Dieric Bouts I (c. 1415-1475),
Ecce Agnus Dei (1464/66),
Alte Pinakothek, Munich
"He alone of all the prophets pointed out the Lamb of redemption."

"ipse solus omnium prophetarum Agnum redemptionis ostendit."

     Preface for the Solemnity of the Nativity of John the Baptist, Roman missal.
     As the sources make clear, the emphasis here should be on "pointed out" (ostendit).  John's predecessors, too, foretold (praenuntiavit) his coming, but only John was in a position to point to an individual present in flesh and blood and say, "Behold, the Lamb of God".  "Leonine" (i.e. Veronese) sacramentary no. 254, Supplement (Supplementum Anianense) to the Gregorian sacramentary no. 1630, and so forth:
solusque omnium prophetarum redemptorem mundi quem praenuntiavit ostentit.
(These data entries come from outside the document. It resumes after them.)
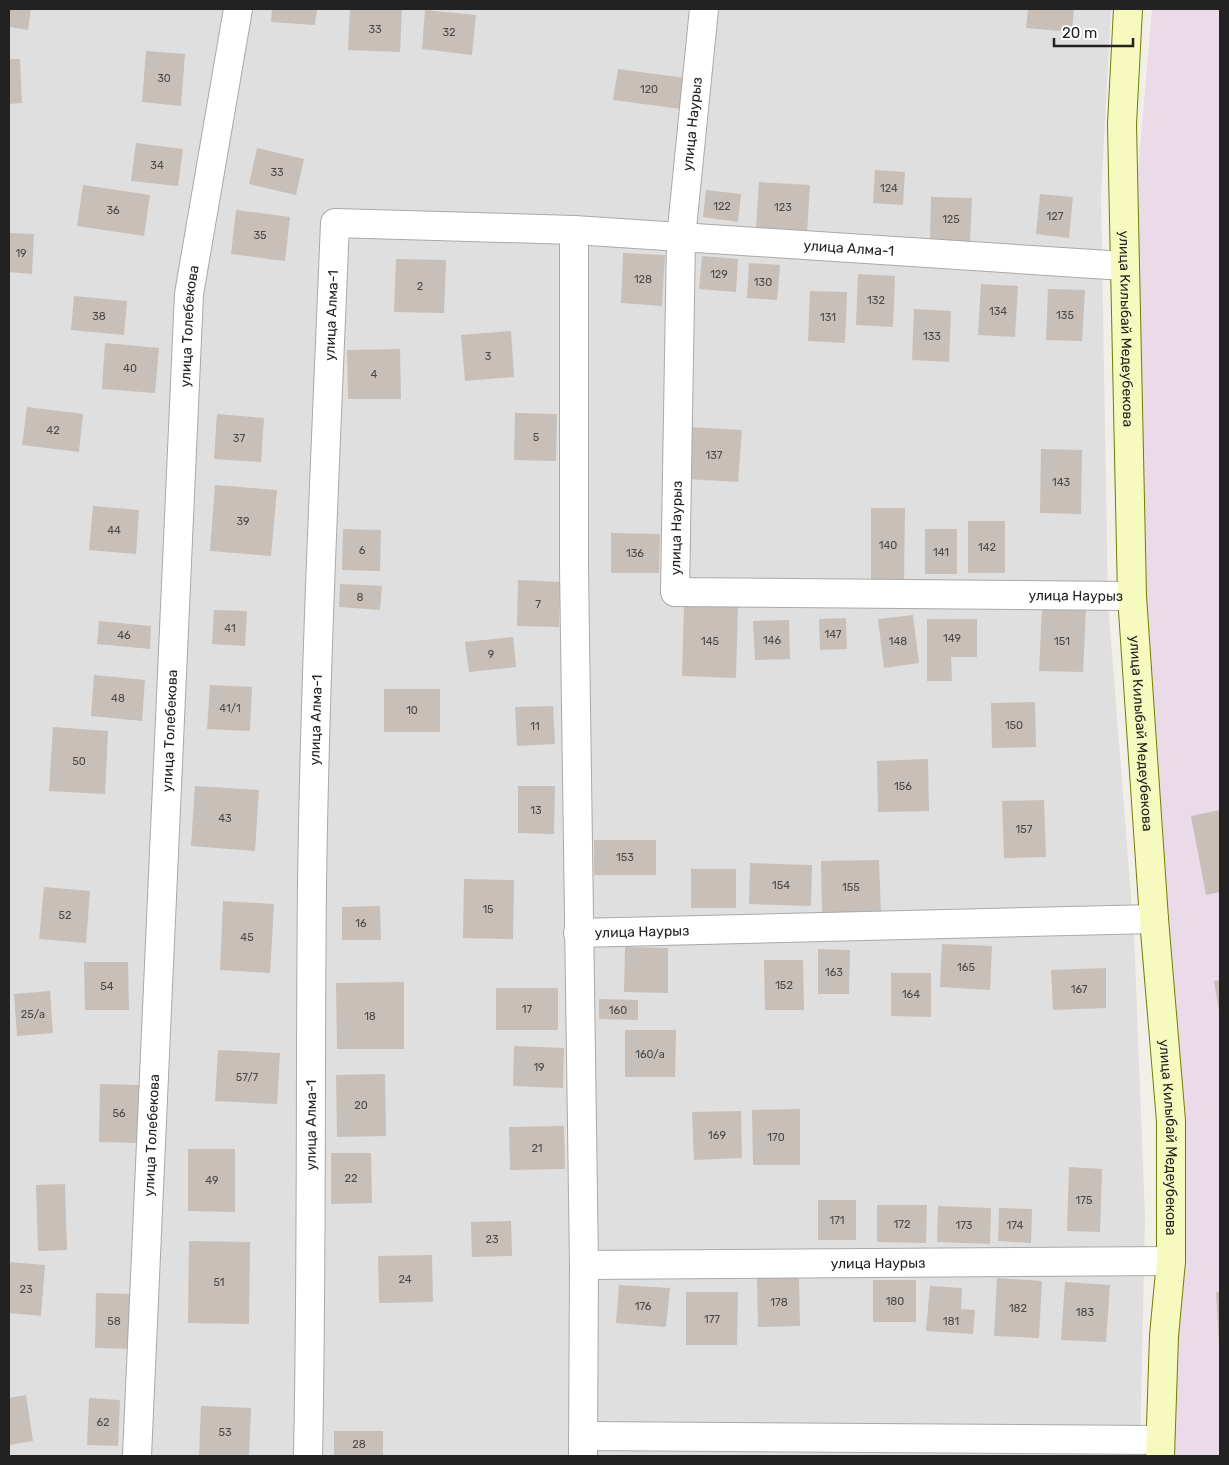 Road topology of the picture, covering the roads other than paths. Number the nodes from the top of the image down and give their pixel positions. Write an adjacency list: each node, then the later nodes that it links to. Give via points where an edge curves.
1 (238, 9): 14 (street, улица Толебекова, via 189,294)
2 (704, 9): 5 (street, улица Наурыз)
3 (1128, 9): 6 (main road, улица Килыбай Медеубекова, via 1122,124)
4 (574, 230): 5 (street, улица Алма-1); 9 (street); 15 (street, улица Алма-1, via 335,223 312,883)
5 (681, 238): 6 (street, улица Алма-1); 7 (street, улица Наурыз, via 675,592)
6 (1124, 266): 7 (main road, улица Килыбай Медеубекова)
7 (1132, 596): 8 (main road, улица Килыбай Медеубекова)
8 (1154, 918): 9 (street, улица Наурыз); 10 (main road, улица Килыбай Медеубекова, via 1171,1121)
9 (578, 933): 11 (street)
10 (1171, 1261): 11 (street, улица Наурыз); 13 (main road, улица Килыбай Медеубекова, via 1164,1336)
11 (584, 1266): 12 (street)
12 (583, 1446): 13 (street)
13 (1160, 1448)
14 (137, 1456)
15 (308, 1456)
and alone of all the prophets pointed out the redeemer of the world whom he foretold.
See Ward and Johnson, The prefaces of the Roman missal:  a source compendium with concordances and indices (Rome:  Congregation for Divine Worship, 1989):  420-421.  See also Corpus praefationum no. 464, and especially on pp. 221-222 of the first volume of the Apparatus, where those earliest sacramentaries (and more) are referenced, but the profound enrichment this Preface has undergone since is noted:  "the Leonine and Gelasian original has been here profoundly recast and enriched" (222).
     On pp. LXXIV and LXXXII of his critical edition of the "Leonine" or Veronese sacramentary, Mohlberg, citing p. 115 of vol. 1 (1948) of Bourque's Étude sur les sacramentaires romains, traces this to the layer of that sacramentary dated 468-c. 500 (or the early 6th century).
     If I'm not mistaken, the pre-1962 missal made no use of this Preface.